Input data -
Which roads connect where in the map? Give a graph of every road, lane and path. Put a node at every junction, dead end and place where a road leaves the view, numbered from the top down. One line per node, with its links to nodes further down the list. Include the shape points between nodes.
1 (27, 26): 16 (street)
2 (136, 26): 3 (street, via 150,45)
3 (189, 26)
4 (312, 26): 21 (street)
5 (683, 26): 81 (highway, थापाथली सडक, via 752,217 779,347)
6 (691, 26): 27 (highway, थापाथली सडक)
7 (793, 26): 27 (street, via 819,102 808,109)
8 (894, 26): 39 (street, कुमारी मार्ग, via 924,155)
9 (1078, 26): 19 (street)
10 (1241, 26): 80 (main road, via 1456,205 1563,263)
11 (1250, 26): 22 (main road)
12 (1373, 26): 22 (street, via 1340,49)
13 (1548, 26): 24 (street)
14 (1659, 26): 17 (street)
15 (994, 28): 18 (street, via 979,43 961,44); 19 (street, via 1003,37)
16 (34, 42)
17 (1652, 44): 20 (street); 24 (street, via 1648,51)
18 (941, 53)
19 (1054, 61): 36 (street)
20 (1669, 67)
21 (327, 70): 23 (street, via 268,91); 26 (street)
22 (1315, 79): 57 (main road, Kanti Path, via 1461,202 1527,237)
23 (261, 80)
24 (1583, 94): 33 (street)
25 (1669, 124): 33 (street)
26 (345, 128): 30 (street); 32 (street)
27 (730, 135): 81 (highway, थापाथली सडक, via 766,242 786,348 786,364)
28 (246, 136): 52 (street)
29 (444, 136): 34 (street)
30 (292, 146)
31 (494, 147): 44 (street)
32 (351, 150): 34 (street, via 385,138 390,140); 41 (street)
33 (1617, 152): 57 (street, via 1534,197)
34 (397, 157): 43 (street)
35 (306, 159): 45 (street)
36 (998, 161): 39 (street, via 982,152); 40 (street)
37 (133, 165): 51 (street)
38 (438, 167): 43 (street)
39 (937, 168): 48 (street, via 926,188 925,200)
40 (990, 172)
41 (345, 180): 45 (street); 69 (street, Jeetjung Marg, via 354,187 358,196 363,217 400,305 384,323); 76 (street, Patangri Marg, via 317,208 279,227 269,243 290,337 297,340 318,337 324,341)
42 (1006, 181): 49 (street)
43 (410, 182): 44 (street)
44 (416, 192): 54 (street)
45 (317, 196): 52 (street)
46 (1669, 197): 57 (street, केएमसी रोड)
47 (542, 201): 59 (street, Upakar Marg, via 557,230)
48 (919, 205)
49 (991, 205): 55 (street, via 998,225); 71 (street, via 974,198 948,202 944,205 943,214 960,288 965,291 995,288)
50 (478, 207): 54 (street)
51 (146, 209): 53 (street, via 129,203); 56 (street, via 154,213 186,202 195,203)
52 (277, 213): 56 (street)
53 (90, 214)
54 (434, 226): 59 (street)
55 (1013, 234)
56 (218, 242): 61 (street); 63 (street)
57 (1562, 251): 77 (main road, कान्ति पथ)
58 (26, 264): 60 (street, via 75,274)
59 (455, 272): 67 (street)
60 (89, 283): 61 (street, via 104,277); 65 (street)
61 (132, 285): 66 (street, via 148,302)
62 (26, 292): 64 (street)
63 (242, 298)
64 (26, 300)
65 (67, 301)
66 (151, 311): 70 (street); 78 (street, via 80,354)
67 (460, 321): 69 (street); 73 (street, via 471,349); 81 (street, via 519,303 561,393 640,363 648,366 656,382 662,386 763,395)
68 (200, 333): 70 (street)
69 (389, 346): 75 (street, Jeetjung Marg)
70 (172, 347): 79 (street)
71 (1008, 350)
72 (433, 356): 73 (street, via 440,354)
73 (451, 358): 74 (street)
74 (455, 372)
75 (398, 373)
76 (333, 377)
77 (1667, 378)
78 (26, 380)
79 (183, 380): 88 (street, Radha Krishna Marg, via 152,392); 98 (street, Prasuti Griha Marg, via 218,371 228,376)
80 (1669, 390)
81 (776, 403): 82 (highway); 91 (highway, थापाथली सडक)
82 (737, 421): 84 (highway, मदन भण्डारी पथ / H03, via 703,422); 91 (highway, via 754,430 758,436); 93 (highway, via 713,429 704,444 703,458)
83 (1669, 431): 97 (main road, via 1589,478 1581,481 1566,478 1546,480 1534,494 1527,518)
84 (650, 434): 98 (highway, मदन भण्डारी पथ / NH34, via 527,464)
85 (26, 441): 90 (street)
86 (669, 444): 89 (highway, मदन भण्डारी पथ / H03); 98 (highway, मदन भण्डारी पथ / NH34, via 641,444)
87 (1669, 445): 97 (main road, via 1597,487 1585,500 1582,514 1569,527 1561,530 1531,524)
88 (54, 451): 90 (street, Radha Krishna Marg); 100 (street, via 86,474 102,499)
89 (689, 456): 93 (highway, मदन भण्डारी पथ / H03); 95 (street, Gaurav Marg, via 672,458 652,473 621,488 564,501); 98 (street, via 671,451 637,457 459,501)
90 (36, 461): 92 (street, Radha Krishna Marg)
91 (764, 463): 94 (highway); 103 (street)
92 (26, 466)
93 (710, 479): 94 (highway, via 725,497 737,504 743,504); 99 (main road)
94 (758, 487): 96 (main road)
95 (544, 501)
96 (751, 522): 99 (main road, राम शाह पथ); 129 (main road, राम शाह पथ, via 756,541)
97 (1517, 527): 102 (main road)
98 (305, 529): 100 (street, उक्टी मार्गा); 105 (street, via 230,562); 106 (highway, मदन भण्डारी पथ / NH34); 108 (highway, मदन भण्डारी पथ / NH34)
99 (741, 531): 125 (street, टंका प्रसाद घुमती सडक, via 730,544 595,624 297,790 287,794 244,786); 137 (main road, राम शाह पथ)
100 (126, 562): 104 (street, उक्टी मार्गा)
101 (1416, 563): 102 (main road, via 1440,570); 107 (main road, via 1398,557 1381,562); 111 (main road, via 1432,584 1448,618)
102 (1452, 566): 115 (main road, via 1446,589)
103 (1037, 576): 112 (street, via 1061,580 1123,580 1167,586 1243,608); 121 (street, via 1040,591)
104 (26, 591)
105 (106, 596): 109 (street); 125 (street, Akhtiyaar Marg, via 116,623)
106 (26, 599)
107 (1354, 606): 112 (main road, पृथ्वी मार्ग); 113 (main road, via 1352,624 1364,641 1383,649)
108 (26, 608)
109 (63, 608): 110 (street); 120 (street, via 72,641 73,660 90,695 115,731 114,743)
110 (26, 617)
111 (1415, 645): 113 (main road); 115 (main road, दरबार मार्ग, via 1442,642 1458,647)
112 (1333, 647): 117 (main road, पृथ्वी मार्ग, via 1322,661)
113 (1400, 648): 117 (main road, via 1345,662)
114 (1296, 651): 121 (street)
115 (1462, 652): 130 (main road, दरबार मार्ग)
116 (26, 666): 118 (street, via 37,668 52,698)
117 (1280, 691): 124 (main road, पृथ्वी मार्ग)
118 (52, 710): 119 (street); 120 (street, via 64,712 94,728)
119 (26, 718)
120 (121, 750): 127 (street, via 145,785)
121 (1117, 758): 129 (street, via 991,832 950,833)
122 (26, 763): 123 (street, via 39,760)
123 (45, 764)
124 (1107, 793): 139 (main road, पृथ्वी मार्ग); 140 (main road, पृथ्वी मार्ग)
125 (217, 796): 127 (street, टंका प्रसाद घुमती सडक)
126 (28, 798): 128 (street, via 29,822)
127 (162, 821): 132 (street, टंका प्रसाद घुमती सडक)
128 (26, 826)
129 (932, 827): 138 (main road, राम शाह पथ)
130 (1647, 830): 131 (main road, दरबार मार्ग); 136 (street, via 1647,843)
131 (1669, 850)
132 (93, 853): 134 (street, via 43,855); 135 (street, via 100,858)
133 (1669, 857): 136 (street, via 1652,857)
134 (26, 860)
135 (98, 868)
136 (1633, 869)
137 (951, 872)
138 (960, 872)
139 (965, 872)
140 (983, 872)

Required action - The expected answer is only a number: the count of lines in this listing that contain the string "Jeetjung".

Response for this exercise - 2